青山ビルと伏見ビル ~大大阪時代のモダン建築⑪

青山ビル、1921年、大林組

蔦で覆われた独特の外観が人目を引くが、それもそのはず、外壁を覆うこの蔦は、かつてのオーナー・青山喜一が甲子園の蔦を株分けして這わせたもの。
現在の蔦は2代目。

能《定家》の式子内親王の姿を建築で表現したら、こんなふうになるだろうか?

かつてここは、実業家・野田源次郎の邸宅として建てられたモダンな都市型住宅だったが、1947年に青山喜一が譲り受け、青山ビルとして生まれ変わった。

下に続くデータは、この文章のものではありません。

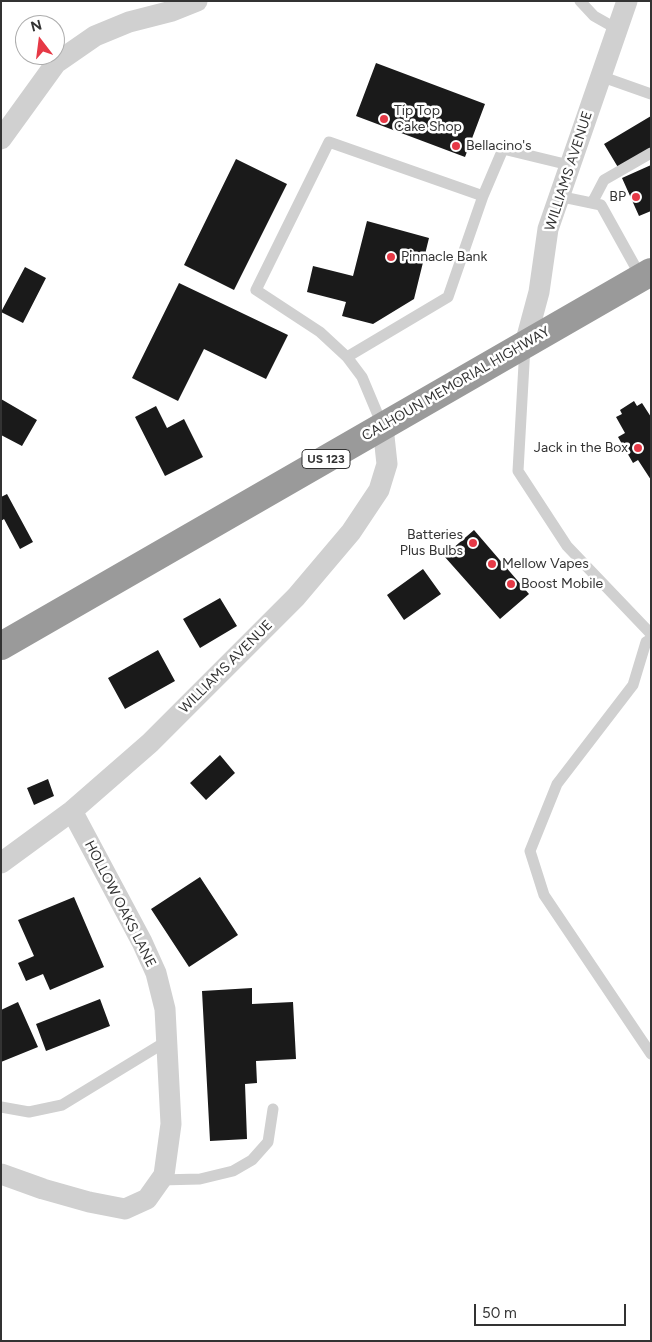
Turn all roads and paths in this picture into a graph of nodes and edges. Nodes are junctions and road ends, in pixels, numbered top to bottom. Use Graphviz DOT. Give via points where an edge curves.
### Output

外観のデザインは大林組が得意だったスパニッシュ様式。

アーチ形の玄関には、アールヌーヴォー風の鋳造装飾が施され、アーチの上にはテラコッタ製の窓台が設けられている。

形や大きさの異なる窓がいくつも並んでいるが、個性的な中にもまとまりがあり、こちらの目を楽しませてくれる。



青山ビルの内部
玄関アーチの上の窓台と同じデザインが施された階段下のホール。
タイル張りの壁のシミが時の流れを感じさせ、「洋の詫び錆び」ともいうべき独時の味わいをかもしている。





伏見ビル(旧澤野ビル)、1923年、長田岩次郎
こちらは青山ビルのすぐ近くに建つ伏見ビル。
1923年の竣工当初、この建物は「澤野ビルディング」と呼ばれ、もとはビジネスホテルだった。
1931年に持ち主が変わって伏見ビルとなり、現在もテナントオフィスビルとして使われている。





船の舷窓を思わせる丸窓が印象的。
最上部にあしらわれた丸に十文字の幾何学的なデザインはアールデコ風。障子を思わせる格子窓とともに和風モダンでスタイリッシュな雰囲気を持つ。





上の画像からわかるように、玄関扉を抜けたエントランスホールには、梅形の手水鉢が置かれ、毎日のように華やかな花が生けられている。

ガラス越しに見えるオレンジ色の灯りとともに、現オーナーのあたたかい心配りが伝わってくる。